Hayes would never have said any of this to anyone else, but it was true. What you generally had at a station like Kharkhov during the winter was a lot of boredom. There was work to be done, sure, but the pace was nowhere near as frenetic as you saw during the summer. This year the boredom had been replaced by something else . . . a nervous tension, a sense of expectancy, the knowledge that the ball was going to drop. Hayes could feel it. Although the crew wandered around with stupid smiles on their faces and went through the motions, it was all an act. You peeled those smiles off and underneath you were going to see people on the edge, people cringing, people confused and worried and, yes, scared.
The atmosphere at a winter station locked down by the cold and snow and perpetual darkness was never exactly yippy-skippy, let’s-have-ourselves-a-parade, but even on bad years when you threw together a group that simply did not get along, it was not like this. There was not this sense of brooding apprehension, that almost spiritual sort of taint hanging in the air.

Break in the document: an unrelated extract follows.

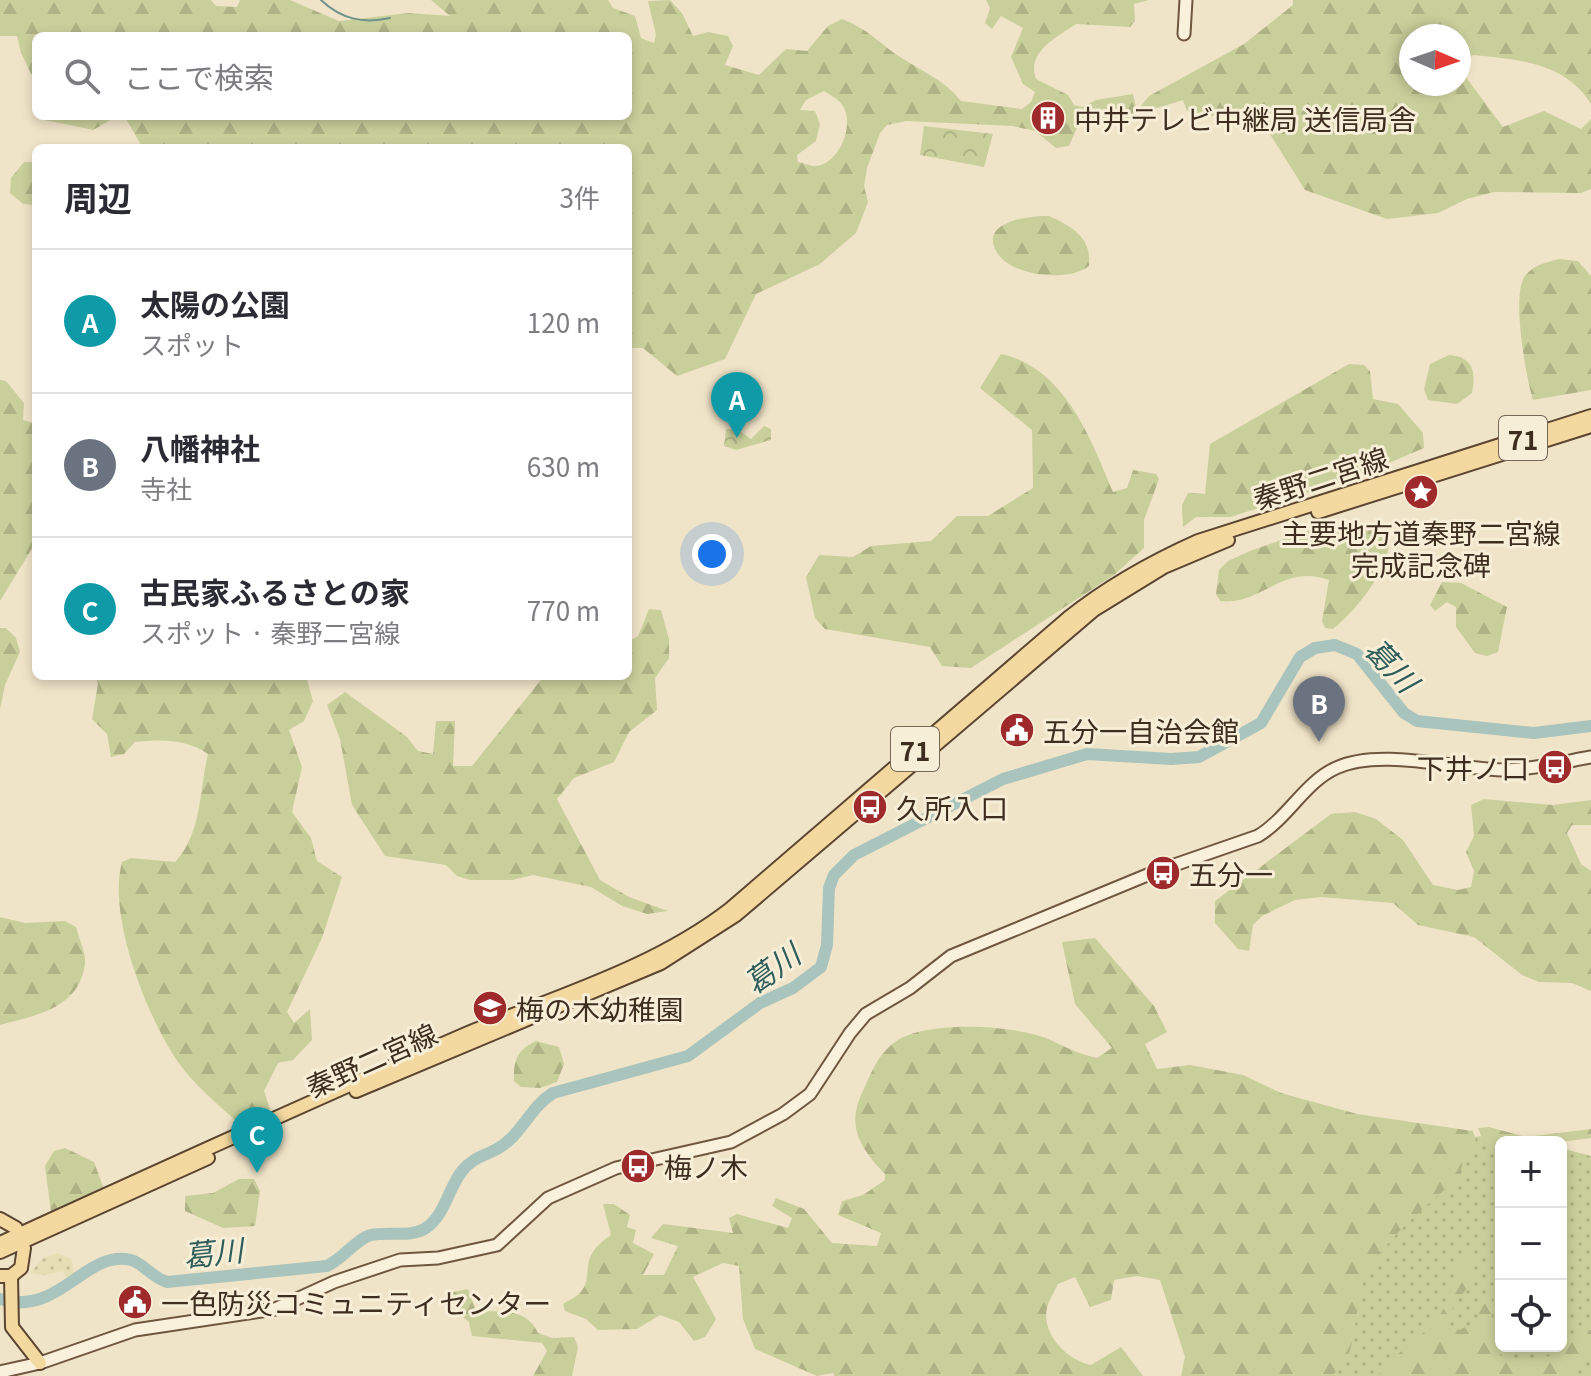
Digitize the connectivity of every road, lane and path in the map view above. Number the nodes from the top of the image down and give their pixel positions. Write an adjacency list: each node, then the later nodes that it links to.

“What’re you thinking, Doc?” Hayes asked, seeing Sharkey’s blue eyes focused off into space.
She shrugged. “I’m just wondering if I’m going to have enough happy pills to get these people to spring.”
“Pills won’t cut it,” Hayes told her.
Sharkey smiled, looked into his eyes. “I was just thinking, Jimmy, how easy it would be for the NSF to dump a group of us down here and then throw something odd at us like this, see how we handled it. A sort of feasibility study. A group of people fairly diverse in that they come from the working class right up to the scientific elite. See how we react to certain things.”
“You saying they invented those mummies? Those ruins?”
“No, of course not. But it would be an interesting opportunity for the powers that be to take advantage of. Us stranded down here, facing philosophical and psychological challenges brought about by our isolation and the discovery of Gates’ mummies.”
“Doc, really, don’t be feeding my paranoia.”
She laughed. “Oh, I’m just speculating here.”
“Sure, but it sounds right to me. The bunch of us riding out this fucking winter, our lines of communication severed. Those goddamn mummies out there that are scaring the shit out of everyone . . . whether they’re willing to admit it or not.”
“Yes, exactly. And with our good Mr. LaHune as the control. Because, you know, if it wasn’t for him I wouldn’t be surprised if a mob decided to gather up Gates’ mummies and burn them like alien witches.”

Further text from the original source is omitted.